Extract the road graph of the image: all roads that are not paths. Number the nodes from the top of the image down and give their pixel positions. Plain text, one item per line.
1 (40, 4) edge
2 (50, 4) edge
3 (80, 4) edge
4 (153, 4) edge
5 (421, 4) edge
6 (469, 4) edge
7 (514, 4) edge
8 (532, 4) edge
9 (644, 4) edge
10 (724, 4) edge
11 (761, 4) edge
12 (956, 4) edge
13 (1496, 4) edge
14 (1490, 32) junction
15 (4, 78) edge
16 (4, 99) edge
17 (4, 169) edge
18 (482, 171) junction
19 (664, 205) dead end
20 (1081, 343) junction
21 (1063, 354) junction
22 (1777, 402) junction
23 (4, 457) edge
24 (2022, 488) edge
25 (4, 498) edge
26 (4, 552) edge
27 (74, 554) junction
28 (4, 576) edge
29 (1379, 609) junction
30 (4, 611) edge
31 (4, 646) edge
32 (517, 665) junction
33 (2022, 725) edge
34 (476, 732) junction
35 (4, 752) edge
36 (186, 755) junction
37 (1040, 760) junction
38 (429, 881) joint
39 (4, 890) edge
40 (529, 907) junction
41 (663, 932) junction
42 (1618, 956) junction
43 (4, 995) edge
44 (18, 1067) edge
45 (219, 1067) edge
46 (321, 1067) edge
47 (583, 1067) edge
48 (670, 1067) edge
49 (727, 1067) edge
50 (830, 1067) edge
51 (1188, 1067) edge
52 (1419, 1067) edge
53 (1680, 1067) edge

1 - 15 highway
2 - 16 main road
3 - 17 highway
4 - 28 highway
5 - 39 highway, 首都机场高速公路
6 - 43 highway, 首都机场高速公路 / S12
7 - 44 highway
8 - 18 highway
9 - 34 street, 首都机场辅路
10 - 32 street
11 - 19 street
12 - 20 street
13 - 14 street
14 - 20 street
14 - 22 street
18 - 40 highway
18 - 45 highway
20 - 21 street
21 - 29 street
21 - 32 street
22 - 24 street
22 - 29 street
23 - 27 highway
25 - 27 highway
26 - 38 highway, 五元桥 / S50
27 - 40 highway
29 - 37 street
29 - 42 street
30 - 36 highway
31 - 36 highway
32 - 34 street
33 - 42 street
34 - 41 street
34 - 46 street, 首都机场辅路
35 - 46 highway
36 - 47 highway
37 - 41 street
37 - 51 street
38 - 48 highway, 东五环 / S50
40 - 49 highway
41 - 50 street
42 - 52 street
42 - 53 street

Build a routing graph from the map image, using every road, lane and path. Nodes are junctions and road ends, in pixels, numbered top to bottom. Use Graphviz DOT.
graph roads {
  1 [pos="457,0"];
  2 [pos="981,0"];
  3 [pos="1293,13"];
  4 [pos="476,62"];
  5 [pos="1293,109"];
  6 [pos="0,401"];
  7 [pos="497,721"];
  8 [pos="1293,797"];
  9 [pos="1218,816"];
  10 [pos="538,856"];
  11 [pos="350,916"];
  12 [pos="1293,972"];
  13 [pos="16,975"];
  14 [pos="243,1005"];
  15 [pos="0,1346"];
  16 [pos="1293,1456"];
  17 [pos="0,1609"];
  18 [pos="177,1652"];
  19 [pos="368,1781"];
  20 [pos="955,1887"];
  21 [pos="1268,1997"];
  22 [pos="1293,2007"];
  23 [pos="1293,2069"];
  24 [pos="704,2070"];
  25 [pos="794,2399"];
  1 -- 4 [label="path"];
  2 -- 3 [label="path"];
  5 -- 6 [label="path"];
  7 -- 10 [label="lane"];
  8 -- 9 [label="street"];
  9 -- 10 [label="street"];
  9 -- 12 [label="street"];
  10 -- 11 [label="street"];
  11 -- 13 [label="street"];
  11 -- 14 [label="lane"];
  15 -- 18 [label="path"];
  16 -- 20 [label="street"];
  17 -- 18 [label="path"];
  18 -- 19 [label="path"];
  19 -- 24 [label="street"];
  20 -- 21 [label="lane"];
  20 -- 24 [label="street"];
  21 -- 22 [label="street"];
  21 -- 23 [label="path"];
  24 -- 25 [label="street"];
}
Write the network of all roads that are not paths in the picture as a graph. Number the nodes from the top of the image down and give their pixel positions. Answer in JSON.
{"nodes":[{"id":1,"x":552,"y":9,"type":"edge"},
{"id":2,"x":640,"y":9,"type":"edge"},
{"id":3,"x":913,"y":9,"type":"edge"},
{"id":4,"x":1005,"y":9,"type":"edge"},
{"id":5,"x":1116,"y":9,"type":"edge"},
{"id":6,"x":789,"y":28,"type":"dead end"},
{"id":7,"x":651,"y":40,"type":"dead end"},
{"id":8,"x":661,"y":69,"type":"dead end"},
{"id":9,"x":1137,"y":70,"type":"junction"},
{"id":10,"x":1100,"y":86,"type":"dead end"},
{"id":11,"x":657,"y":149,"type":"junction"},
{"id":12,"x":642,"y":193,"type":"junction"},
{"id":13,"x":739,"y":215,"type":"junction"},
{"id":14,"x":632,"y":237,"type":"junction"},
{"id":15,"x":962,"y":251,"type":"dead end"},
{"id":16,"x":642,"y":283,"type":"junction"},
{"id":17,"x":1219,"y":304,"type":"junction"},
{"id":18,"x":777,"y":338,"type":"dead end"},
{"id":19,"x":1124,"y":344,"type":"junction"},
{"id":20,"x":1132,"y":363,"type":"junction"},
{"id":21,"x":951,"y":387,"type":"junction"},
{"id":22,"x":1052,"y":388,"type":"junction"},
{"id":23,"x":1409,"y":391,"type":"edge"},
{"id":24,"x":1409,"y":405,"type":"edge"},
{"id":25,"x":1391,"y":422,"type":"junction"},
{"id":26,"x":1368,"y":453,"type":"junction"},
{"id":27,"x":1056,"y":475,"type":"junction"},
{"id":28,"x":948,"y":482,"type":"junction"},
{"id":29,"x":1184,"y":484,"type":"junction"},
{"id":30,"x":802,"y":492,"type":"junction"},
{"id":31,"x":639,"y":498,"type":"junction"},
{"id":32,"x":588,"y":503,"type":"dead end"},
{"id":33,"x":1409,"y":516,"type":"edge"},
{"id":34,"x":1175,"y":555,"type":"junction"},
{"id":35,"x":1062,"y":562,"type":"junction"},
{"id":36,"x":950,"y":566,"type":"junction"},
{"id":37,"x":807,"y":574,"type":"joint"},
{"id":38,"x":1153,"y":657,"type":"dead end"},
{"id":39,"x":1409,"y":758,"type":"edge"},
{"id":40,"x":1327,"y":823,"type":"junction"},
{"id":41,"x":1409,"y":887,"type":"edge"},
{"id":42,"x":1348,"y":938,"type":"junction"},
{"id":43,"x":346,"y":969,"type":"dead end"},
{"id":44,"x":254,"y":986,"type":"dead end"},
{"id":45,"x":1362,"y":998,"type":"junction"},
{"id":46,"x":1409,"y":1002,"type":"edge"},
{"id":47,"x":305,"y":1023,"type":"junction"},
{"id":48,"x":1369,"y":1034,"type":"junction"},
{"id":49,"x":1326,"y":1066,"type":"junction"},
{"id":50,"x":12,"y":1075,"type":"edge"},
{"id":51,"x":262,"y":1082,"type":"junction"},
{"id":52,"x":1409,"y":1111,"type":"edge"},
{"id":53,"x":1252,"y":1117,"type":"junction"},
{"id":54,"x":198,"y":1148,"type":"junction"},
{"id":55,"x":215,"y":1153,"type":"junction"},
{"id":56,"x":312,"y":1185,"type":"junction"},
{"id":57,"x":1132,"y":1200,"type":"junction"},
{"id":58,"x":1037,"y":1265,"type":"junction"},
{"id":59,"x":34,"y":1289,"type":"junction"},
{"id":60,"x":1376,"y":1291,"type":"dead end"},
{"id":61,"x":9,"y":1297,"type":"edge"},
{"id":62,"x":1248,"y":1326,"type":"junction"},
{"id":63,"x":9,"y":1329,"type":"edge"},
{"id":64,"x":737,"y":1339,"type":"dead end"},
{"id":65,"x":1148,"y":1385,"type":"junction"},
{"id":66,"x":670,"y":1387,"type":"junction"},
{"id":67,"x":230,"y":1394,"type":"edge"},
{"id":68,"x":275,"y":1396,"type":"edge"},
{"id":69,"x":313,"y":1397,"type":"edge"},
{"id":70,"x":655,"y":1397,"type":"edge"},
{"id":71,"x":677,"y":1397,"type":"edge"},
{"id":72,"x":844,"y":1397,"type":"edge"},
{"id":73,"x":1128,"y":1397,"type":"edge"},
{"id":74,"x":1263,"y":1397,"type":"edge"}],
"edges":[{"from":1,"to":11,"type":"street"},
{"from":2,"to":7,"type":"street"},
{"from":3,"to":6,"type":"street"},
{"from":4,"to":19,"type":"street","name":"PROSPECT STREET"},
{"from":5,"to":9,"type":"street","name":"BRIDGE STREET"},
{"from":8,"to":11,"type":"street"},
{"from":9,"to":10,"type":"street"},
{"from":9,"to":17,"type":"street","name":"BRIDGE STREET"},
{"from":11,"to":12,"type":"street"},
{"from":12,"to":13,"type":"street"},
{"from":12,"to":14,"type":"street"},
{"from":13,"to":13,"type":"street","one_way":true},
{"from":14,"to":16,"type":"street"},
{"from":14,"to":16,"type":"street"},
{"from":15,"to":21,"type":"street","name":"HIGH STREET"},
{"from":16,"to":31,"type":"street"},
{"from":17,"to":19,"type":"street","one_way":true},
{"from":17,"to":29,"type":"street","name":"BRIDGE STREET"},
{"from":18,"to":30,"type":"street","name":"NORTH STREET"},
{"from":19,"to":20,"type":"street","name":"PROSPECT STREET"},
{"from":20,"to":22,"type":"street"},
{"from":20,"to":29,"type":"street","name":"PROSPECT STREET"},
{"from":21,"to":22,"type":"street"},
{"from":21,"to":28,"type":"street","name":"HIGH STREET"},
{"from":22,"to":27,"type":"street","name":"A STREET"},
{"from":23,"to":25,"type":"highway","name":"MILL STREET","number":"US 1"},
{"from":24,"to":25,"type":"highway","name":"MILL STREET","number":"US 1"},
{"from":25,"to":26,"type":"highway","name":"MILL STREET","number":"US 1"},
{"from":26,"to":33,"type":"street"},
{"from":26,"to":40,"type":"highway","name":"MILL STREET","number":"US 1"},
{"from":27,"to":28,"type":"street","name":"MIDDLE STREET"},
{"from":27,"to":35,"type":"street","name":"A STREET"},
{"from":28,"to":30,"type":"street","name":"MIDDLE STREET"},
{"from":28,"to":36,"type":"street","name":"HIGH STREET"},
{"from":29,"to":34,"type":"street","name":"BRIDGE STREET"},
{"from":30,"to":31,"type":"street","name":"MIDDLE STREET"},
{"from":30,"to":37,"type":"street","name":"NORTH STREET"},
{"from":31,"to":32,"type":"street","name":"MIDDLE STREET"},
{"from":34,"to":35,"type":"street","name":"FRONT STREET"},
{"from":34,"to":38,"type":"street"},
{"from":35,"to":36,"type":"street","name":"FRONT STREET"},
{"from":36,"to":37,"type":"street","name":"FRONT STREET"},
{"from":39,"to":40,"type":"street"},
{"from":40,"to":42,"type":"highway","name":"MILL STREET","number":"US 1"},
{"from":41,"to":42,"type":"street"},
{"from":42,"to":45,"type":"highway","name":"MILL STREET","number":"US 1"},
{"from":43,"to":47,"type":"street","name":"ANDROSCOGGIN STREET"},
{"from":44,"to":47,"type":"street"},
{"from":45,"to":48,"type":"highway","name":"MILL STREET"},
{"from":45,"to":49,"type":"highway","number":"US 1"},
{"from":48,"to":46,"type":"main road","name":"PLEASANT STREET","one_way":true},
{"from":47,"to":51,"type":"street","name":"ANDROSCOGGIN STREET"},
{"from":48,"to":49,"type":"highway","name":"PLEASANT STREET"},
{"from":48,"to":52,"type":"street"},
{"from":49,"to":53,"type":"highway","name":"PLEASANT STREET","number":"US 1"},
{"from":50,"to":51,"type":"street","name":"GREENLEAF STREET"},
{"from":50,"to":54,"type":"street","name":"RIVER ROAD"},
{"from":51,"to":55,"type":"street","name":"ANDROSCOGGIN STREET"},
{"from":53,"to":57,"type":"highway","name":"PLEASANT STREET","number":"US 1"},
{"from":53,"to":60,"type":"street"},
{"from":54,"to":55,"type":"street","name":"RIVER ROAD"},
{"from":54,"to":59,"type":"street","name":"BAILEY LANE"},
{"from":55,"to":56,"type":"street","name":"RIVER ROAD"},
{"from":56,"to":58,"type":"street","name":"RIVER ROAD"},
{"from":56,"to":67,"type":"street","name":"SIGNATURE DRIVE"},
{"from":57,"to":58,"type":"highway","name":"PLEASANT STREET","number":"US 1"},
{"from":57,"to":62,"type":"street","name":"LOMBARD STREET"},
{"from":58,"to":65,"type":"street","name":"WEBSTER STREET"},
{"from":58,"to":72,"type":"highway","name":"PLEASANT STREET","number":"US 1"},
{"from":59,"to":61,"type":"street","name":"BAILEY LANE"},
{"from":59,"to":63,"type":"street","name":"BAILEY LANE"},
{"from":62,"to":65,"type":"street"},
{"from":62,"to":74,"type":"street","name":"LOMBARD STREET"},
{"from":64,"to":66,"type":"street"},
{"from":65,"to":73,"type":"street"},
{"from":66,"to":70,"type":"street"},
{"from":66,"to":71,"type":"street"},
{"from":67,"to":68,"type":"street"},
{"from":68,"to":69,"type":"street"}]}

**What is being asked**: Every line above that holds the word "paths" is to be found and copied.

**Solution to this problem**:
Extract the road graph of the image: all roads that are not paths. Number the nodes from the top of the image down and give their pixel positions. Plain text, one item per line.
Write the network of all roads that are not paths in the picture as a graph. Number the nodes from the top of the image down and give their pixel positions. Answer in JSON.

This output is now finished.